D’autant que les aides financières à l’entretien-amélioration sont assez hybrides. « On est entre des prêts à la consommation et des prêts d’investissements, des prêts à la consommation et des prêts au logement. En France, il y a toujours une vision des choses qui est assez silotée », constate l’économiste Nicolas Bouzou.
Les propositions pour débloquer ces freins ont fusé. Parmi ces dernières, Jean-Christophe Repon, président de la CAPEB propose un financement inspiré du prêt garanti par l’État (PGE) pour les entrepreneurs, mais accordé par exemple par les banques privées aux ménages.
Jean-Michel Woulkoff, président de l’Union Nationale des Syndicats Français d'Architectes (Unsfa), suggère plutôt de plafonner l’augmentation de l’endettement, qui a été multipliée par 3 face à la hausse des taux d’intérêts. « 100 000 euros à 1,2 % en 2020, sur 25 ans ça fait 386 euros par mois de remboursement, avec 15 000 euros d’intérêts sur la durée. Le fait d’être passé à 3,5 % actuellement, on est passé à 45 000 euros d’intérêt, mais surtout 486 euros par mois », expose l’intéressé.
Un avis sur lequel Nicolas Bouzou est « entièrement d’accord ». « Avant il n'y avait pas problème de surendettement massif des ménages en France. C’est une mesure qui est absurde pour des gens qui ont des bons revenus », note l’économiste.
Vers un modèle de financement à l’allemande ?
Autre proposition évoquée durant les échanges organisées par la CAPEB : revoir le modèle de financement de la rénovation énergétique français, en se rapprochant de celui appliqué en Allemagne.
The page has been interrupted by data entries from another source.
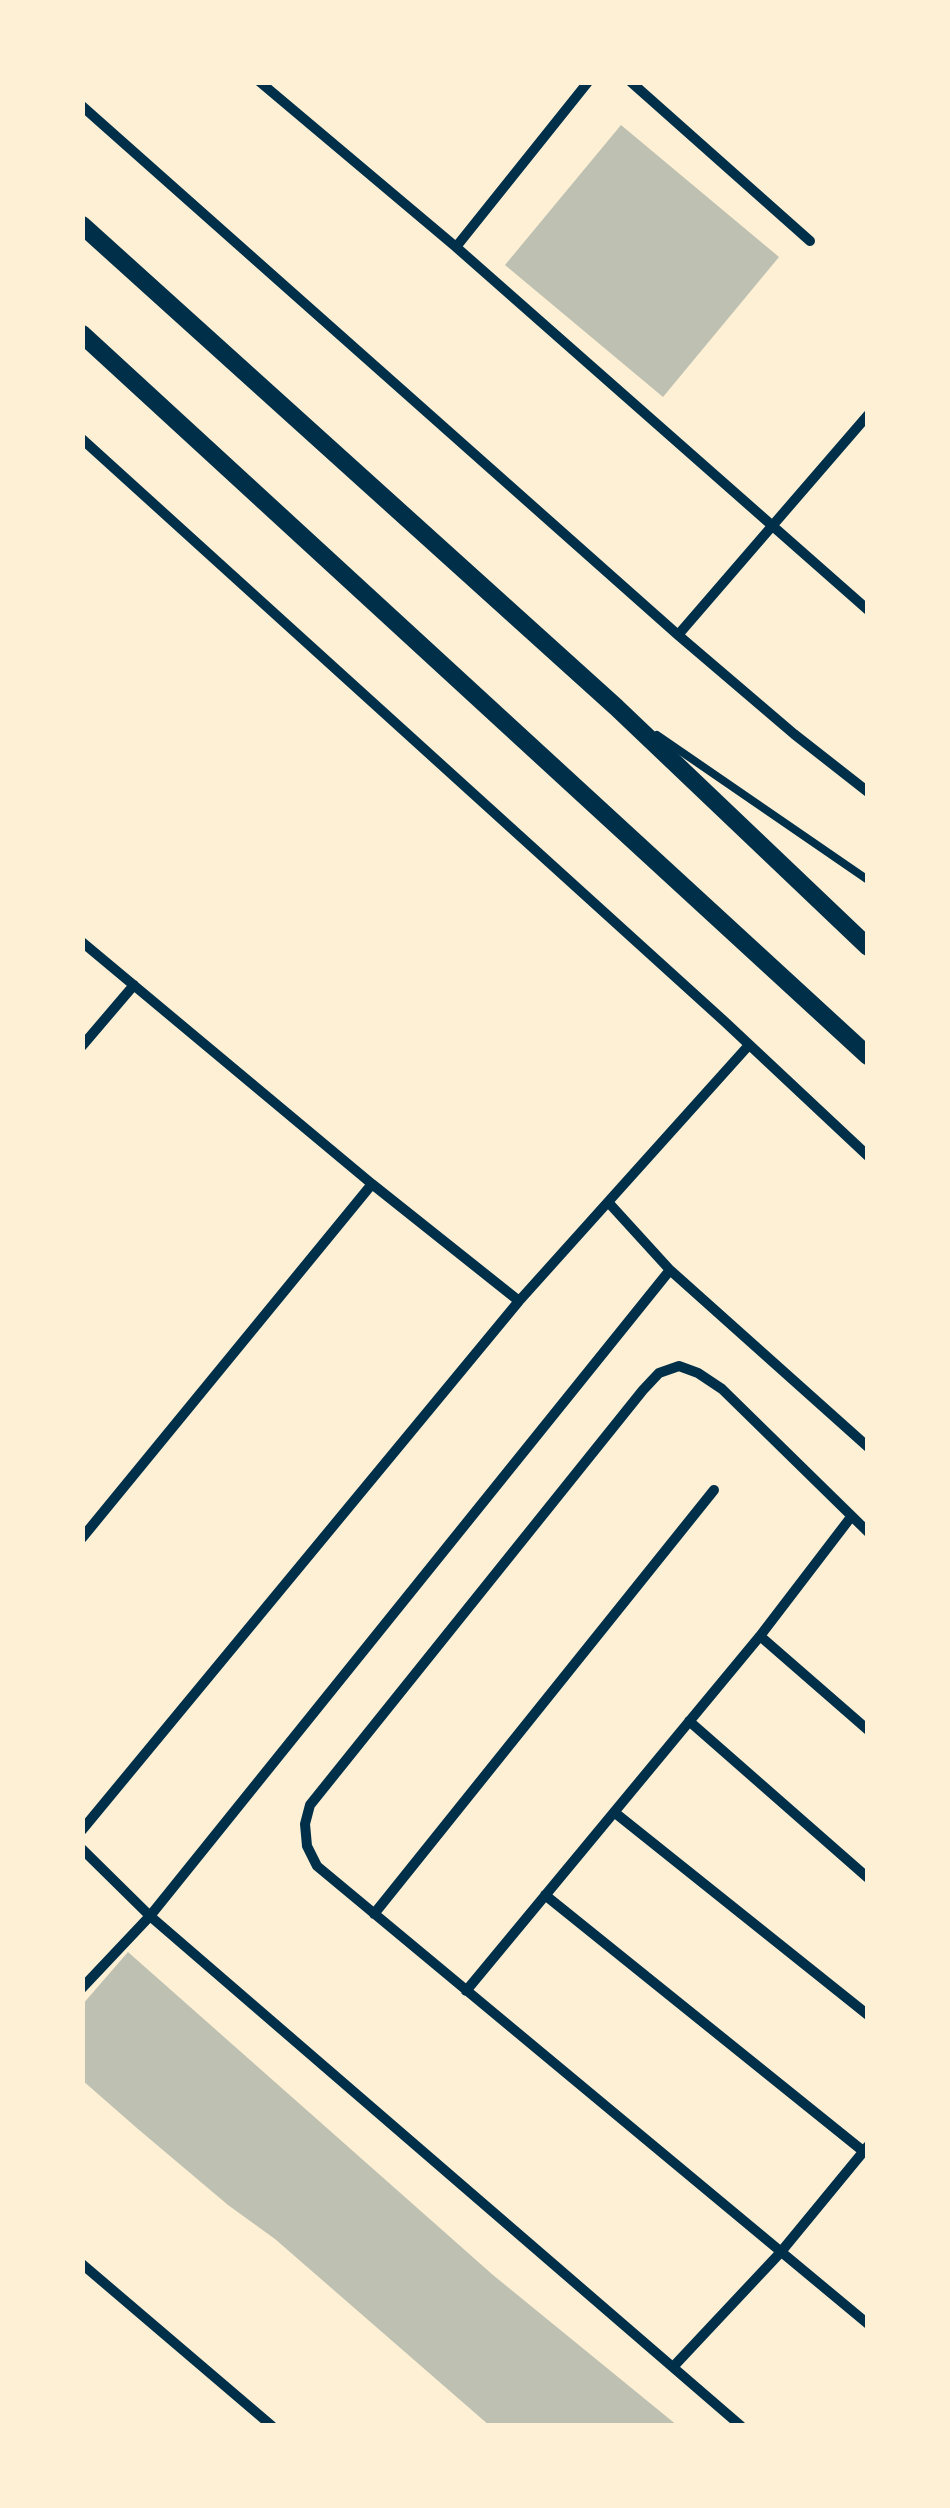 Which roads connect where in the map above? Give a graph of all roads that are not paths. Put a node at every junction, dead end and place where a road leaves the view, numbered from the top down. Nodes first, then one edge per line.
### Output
1 (260, 82) edge
2 (588, 82) edge
3 (631, 82) edge
4 (82, 106) edge
5 (82, 225) edge
6 (810, 241) dead end
7 (456, 247) junction
8 (82, 334) edge
9 (868, 415) edge
10 (82, 439) edge
11 (772, 524) junction
12 (868, 610) edge
13 (678, 635) junction
14 (616, 708) junction
15 (868, 792) edge
16 (868, 880) edge
17 (82, 942) edge
18 (868, 946) edge
19 (134, 984) junction
20 (749, 1045) junction
21 (82, 1046) edge
22 (868, 1056) edge
23 (868, 1156) edge
24 (372, 1184) junction
25 (608, 1202) junction
26 (670, 1270) junction
27 (520, 1300) junction
28 (868, 1447) edge
29 (714, 1490) dead end
30 (851, 1517) junction
31 (868, 1532) edge
32 (82, 1538) edge
33 (760, 1636) junction
34 (690, 1721) junction
35 (868, 1730) edge
36 (614, 1812) junction
37 (82, 1830) edge
38 (82, 1849) edge
39 (868, 1878) edge
40 (545, 1895) junction
41 (374, 1914) junction
42 (150, 1916) junction
43 (82, 1988) edge
44 (466, 1990) junction
45 (868, 2015) edge
46 (865, 2148) edge
47 (780, 2253) junction
48 (82, 2264) edge
49 (868, 2324) edge
50 (674, 2367) junction
51 (272, 2426) edge
52 (741, 2426) edge

1 - 7 street
2 - 7 street
3 - 6 street
4 - 13 street
5 - 14 street
7 - 11 street
8 - 22 street
9 - 11 street
10 - 20 street
11 - 12 street
11 - 13 street
13 - 15 street
14 - 16 lane
14 - 18 street
17 - 19 street
19 - 21 street
19 - 24 street
20 - 23 street
20 - 25 street
24 - 27 street
24 - 32 street
25 - 26 street
25 - 27 street
26 - 28 street
26 - 42 street
27 - 37 street
29 - 41 street
30 - 31 street
30 - 33 street
30 - 41 street
33 - 34 street
33 - 35 street
34 - 36 street
34 - 39 street
36 - 40 street
36 - 45 street
38 - 42 street
40 - 44 street
40 - 46 street
41 - 44 street
42 - 43 street
42 - 50 street
44 - 47 street
46 - 47 street
47 - 49 street
47 - 50 street
48 - 51 street
50 - 52 street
« Il y a une banque publique, la KfW (Kreditanstalt für Wiederaufbau, NDLR), qui refinance à un niveau d’endettement similaire à celui de l’État allemand. Les prêts qui sont distribués par des banques commerciales auprès des ménages allemands. En revanche, à un niveau d’exigence qui est extrêmement élevé, et avec des corps d’ingénieurs qui vont vérifier que les travaux correspondent bien au cahier des charges initial », décrit Kosta Kastrindis.
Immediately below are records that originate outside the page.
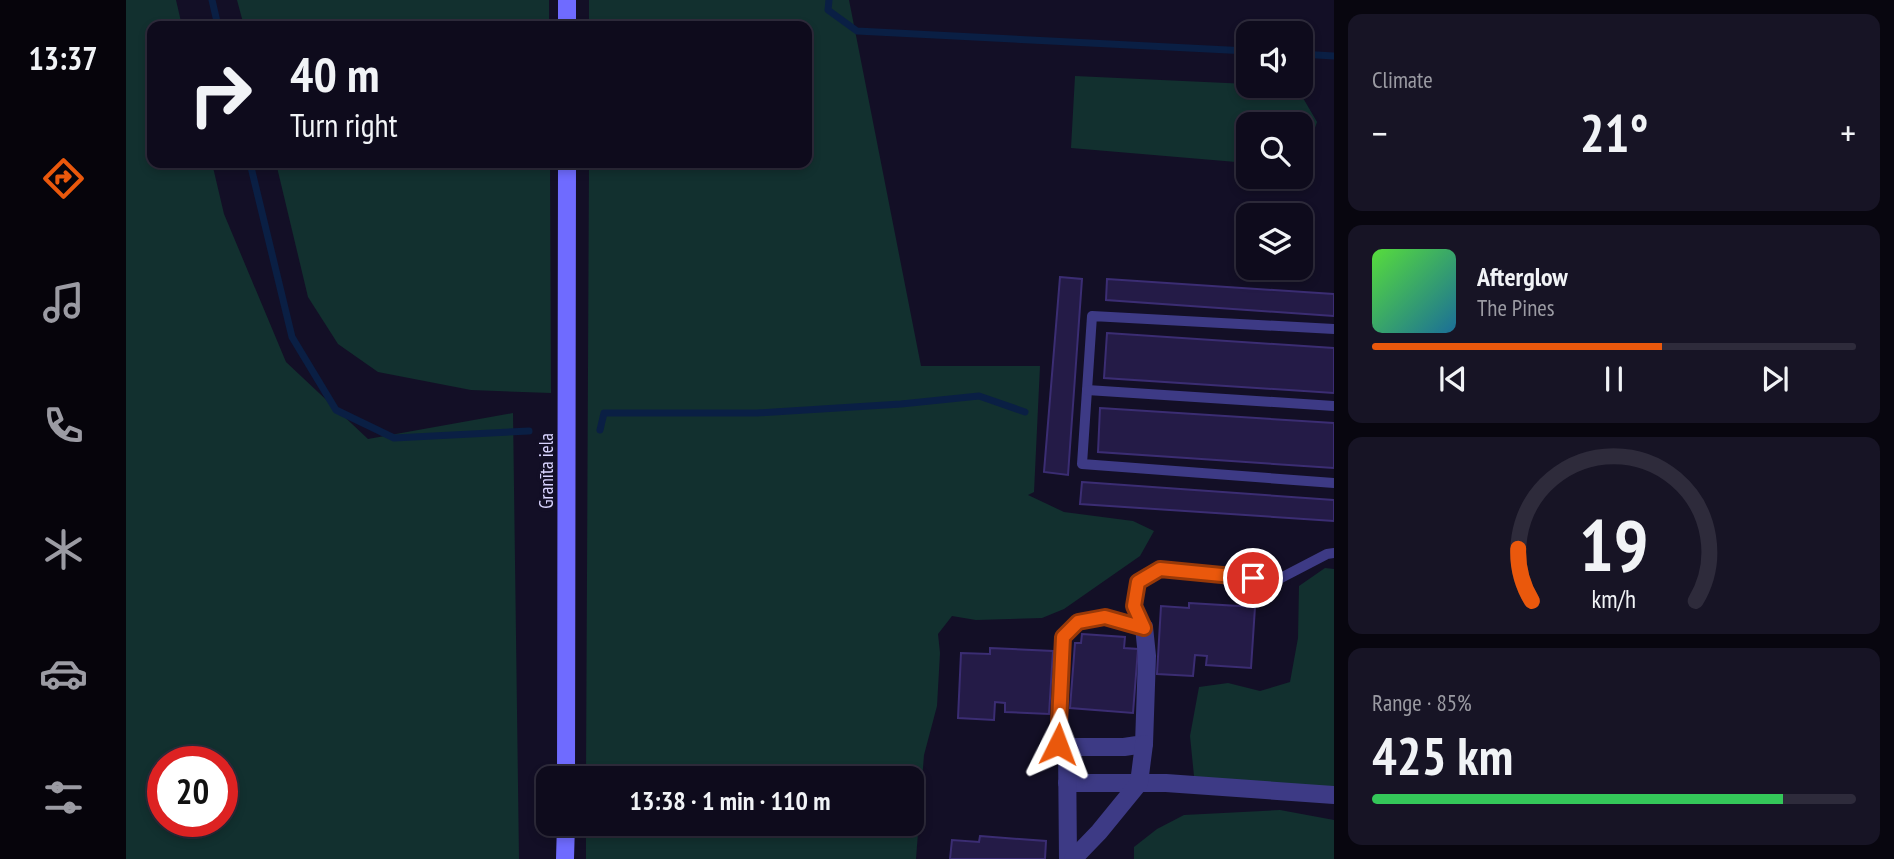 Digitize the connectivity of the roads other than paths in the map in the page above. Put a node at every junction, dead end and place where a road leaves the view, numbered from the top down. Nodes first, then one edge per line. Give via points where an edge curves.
1 (567, 0) edge
2 (567, 21) edge
3 (567, 168) edge
4 (1334, 329) edge
5 (1087, 390) junction
6 (1334, 406) edge
7 (1334, 483) edge
8 (1334, 553) edge
9 (1144, 628) junction
10 (1144, 744) junction
11 (1068, 747) junction
12 (566, 766) edge
13 (1067, 783) junction
14 (1139, 783) junction
15 (1334, 795) edge
16 (566, 836) edge
17 (565, 859) edge
18 (1070, 859) edge

1 - 2 main road
3 - 12 main road, Granīta iela
4 - 5 lane via 1093,316
5 - 6 lane
5 - 7 lane via 1082,464
8 - 9 lane via 1277,580 1160,569 1138,582 1134,606
9 - 10 street
9 - 11 lane via 1105,617 1078,622 1063,637 1058,744
10 - 11 street
10 - 14 street
11 - 13 street
13 - 14 street
13 - 18 street
14 - 15 street
14 - 18 street
16 - 17 main road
Pour le directeur des Prêts de la Banque des Territoires : « C’est un mécanisme qui semble avoir fait ses preuves, mais qui été designé de manière très différente du modèle français, qui est plutôt un modèle d’aide à la personne, alors que dans le modèle allemand, les aides ne vont directement aux ménages. Les aides sont imputées dans le financement initial, et donc dans le prêt. Donc c’est la dette qui permet de financer l’investissement. Et ça, dans la culture nationale, c’est quelque chose d’un peu plus disruptif ».
Et, en ce qui concerne de potentiels compléments d’aides demandées aux banques commerciales, le modèle allemand n’est peut-être pas le plus pertinent à l’échelle française. « Les banques commerciales n’ont pas aujourd’hui de problématiques de liquidités. C’est-à-dire qu’aujourd’hui elles n’ont pas besoin de la Caisse des Dépôts ou de la Banque de France pour se refinancer sur les marchés. Le sujet n’est pas là, le sujet est plutôt de mieux paqueter la dette, le financement, avec l’aide pour créer du levier », estime-t-il.